Nord Stream AG today received the permit to construct the 123 kilometre Russian section of its 1,223 kilometre natural gas pipeline through the Baltic Sea. The consortium had already received permits from Denmark and Sweden through whose waters the pipeline will pass, and the Finnish EEZ permit. The permitting process in Germany is also nearing completion.
"The granting of the permit sets a further important benchmark for implementing international projects in Russia," said Nord Stream's Managing Director Matthias Warnig. "The permit is the conclusion of an extensive process of environmental impact assessments by Russian federal authorities. Russia also actively participated in the nine-country deliberations under the United Nations Espoo Convention on the potential transboundary environmental impacts of the pipeline," Warnig added.
The Russian offshore permit was granted by the Russian Federal Supervisory Natural Resources Management Service (Rosprirodnadzor). It followed an extensive national environmental impact assessment process and the active participation of the Ministry of Natural Resources and Environment of the Russian Federation in the international consultations between authorities from all nine countries bordering the Baltic Sea.
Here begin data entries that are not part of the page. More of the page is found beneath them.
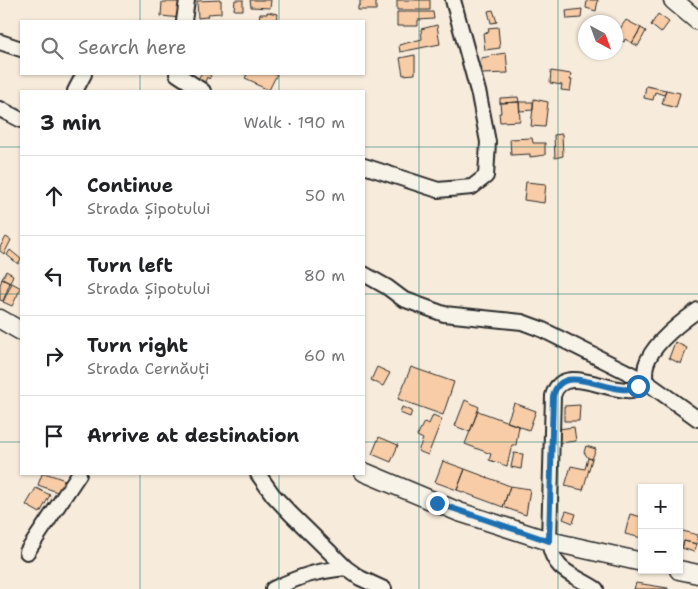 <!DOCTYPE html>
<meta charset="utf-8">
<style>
body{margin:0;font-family:"Shantell Sans",sans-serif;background:#f6f6f6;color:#202124}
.controls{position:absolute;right:15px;bottom:15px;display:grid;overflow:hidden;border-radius:0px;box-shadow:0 1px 4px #0004}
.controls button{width:45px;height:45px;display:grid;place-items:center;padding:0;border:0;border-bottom:1px solid #e0e0e0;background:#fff;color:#202124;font:25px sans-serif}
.compass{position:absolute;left:578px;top:15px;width:45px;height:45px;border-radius:50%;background:#fff;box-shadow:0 1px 4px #0004;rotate:139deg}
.stop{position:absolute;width:15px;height:15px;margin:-11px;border:4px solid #1f6fb2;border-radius:50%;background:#fff}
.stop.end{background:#1f6fb2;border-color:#fff;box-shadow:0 1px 5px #0008}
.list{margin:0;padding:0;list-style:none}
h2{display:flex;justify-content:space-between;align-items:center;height:65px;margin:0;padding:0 20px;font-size:21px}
h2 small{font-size:16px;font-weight:400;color:#757577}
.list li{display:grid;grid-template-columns:32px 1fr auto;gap:15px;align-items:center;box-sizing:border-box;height:80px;padding:0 20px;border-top:1px solid #e0e0e0}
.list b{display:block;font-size:19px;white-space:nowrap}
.list p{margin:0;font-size:16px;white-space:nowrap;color:#757577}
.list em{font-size:16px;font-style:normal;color:#757577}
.icon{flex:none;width:28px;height:28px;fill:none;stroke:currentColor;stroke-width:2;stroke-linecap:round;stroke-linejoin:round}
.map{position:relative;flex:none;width:698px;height:589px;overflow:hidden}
.search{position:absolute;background:#fff;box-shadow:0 1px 4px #0004;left:20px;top:20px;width:345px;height:55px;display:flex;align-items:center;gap:12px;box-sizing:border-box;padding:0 18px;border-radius:0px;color:#757577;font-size:19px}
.panel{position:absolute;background:#fff;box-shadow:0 1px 4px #0004;left:20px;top:90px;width:345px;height:385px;border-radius:0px}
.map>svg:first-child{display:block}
</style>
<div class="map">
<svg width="698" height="589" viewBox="0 0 698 589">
<rect width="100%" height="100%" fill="#f7ebdb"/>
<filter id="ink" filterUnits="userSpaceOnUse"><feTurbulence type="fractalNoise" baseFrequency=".02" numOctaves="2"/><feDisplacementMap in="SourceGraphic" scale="10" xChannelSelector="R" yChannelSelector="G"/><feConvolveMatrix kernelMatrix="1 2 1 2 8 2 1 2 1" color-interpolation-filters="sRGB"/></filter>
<g filter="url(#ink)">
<path fill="#f7cca6" stroke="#2b2b2b" d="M221,0v13l-13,1 -1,3 -9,1 -1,-17z
M235,0h8v10h-9z
M250,0h21l-1,8 -19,-1z
M360,0h16v10h-18v-4l2,-1z
M397,0h33v10h-33z
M587,0h11l-2,11 -10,-3z
M162,2h20l-1,16 -20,-2z
M582,9l-1,9 -14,1 -1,-8z
M493,10l4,12 -6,1 -3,-12z
M267,12l11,2 -1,7 -18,-2 1,-5h7z
M397,12h36l1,7 -16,1v6h-21z
M658,14l11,8 -8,11 -10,-8z
M626,20l15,8 -9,15 -7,-4 -1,3 -8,-4v-10l3,2z
M437,25l3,19 -40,8 -1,-7 23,-6 -1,-10z
M498,27l2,21 -15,2 -2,-17 6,-1 -1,-4z
M641,28l5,3 -8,15 -6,-3z
M506,53l2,20 -26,1 -1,-16 11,-2v-1z
M415,55v19l-12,1 -3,-17z
M551,71l20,3 -1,6h2l-2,11 -9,-1 1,-5 -12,-2z
M201,74h8l2,1 -2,4 -2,-2 -2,5 -7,-3z
M243,74h34l-8,16 -14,-6 1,-1 -11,-5 2,-3z
M646,86l20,4 -2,5 -9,-3 -2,8 -9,-2z
M666,90l14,3 -4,15 -14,-4z
M518,97l1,5 -19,1v-5z
M534,99l14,3 -3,25 -14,-1z
M519,102l1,19 -20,1 -1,-9h2l-1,-10z
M519,102h14v8l-13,1z
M562,134l1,22 -8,2 -1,-23z
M532,138l1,5h12v12l-15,2v-3l-19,1 -1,-16z
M526,182l20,2 -2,19 -20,-3z
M6,237l5,3 -7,14 -4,-3v-4z
M10,250l11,9 -3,5 -11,-9z
M6,271l7,4 -3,8 -8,-4z
M2,279l8,4 -7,18 -3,-1v-15z
M12,283l9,5 -9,18 -9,-4z
M675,342l12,6 -6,16 -12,-6z
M377,367l13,6 -7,13 -12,-6z
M411,367l43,15 -11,33 -45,-16z
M465,400l14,7 -9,25 -15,-6z
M514,403l22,8 -7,19 -22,-8z
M580,405l-1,16h-15v-15z
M402,407l10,4 -2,6 -10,-4z
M478,411l41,15 -3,19h-4l-5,21 -18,-6 2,-6 -26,-10z
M433,415l9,4 -14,36 -10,-4 5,-12 -6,-3 7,-14 5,2z
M574,427l2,14 -17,2 -1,-14z
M379,437l19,8 -7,17 -19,-8z
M586,446l10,3 -4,10 -4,-1 -4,-6z
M514,453l9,1 -2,15 -10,-2z
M588,458l4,1 -9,31 -18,-4 6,-20 14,3z
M443,461l22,8 -8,21 -22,-8z
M465,469l45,17 -7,21 -46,-17z
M42,474h6l17,6 -5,13 -22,-8z
M510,486l20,3 -4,26 -23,-8z
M36,488l14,7 -10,18 -14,-8z
M566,511l10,3 -3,9 -10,-4z
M630,514l12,3v21l-17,-4z
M679,530l19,5 -1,9 -13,-3 -2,7 -3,-1z
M684,541l13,3 -3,8 -12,-4z
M636,583l32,5v1h-34z"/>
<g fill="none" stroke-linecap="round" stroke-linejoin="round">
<defs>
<path id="minor" d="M184,21l3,-21
M0,42l21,7
M177,74l26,17
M75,91l9,-17
M0,109l21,11
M364,166l74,24 34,-3 14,-11 2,-34 -9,-47 -26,-95
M364,274l23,13 16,12 41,15 78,8 19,7 104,52 53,38
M645,381c0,-5 0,-11 1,-16 6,-21 35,-43 52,-55
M258,474l15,21 18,19 55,54 14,10 24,11
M27,552l52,-78
M273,589c28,-13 42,-18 73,-21
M596,589c-23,-15 -43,-17 -47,-48l4,-145c9,-34 55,-3 78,-6 6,-1 10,-5 14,-9"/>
<path id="tertiary" d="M673,0l25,21
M0,319l21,12
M364,472l95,40 90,29 93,21
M679,570l19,4"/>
</defs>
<use href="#minor" stroke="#2b2b2b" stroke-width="18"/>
<use href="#tertiary" stroke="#2b2b2b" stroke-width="21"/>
<use href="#minor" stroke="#f7f3e8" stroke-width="14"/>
<use href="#tertiary" stroke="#f7f3e8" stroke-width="18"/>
</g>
</g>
<g fill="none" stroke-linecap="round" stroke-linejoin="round" filter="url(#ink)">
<path stroke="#1f6fb2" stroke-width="6" d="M437,503l112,38 4,-145c10,-39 63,5 85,-10"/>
</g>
<path fill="none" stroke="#0f766e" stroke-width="1" stroke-opacity="0.55" d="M140,0v21M279,0v21M419,0v589M558,0v589M140,74v17M279,74v17M0,147h21M364,147h334M0,294h21M364,294h334M0,442h21M364,442h334M140,474v115M279,474v115"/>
</svg>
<div class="controls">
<button>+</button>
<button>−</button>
</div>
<svg class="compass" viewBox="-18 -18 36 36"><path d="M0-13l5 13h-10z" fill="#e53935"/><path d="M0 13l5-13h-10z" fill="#757577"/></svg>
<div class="stop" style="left:638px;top:386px"></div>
<div class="stop end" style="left:437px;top:503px"></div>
<div class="search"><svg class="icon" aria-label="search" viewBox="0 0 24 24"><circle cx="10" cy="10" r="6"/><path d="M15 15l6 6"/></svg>Search here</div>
<section class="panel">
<h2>3 min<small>Walk · 190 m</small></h2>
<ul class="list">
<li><svg class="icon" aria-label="ahead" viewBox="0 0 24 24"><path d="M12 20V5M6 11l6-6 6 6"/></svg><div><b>Continue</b><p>Strada Șipotului</p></div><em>50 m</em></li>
<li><svg class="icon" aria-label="left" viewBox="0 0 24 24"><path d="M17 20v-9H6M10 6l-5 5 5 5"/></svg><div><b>Turn left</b><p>Strada Șipotului</p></div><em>80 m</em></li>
<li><svg class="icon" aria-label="right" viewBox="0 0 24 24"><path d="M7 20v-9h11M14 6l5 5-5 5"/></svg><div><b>Turn right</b><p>Strada Cernăuți</p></div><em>60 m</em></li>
<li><svg class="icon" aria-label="arrive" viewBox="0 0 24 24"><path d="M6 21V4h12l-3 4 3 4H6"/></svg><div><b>Arrive at destination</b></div></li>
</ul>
</section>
</div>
The Ministry also ensured public access to the transboundary environmental report (‘Espoo Report') in Russian and held a public hearing on 28 April 2009.
"We are firmly on schedule to start construction of the pipeline in spring 2010 and to start transporting gas in 2011," said Warnig. "The permitting process in Germany is nearing completion and we are confident that the remaining permits will be granted within the next few weeks," he added.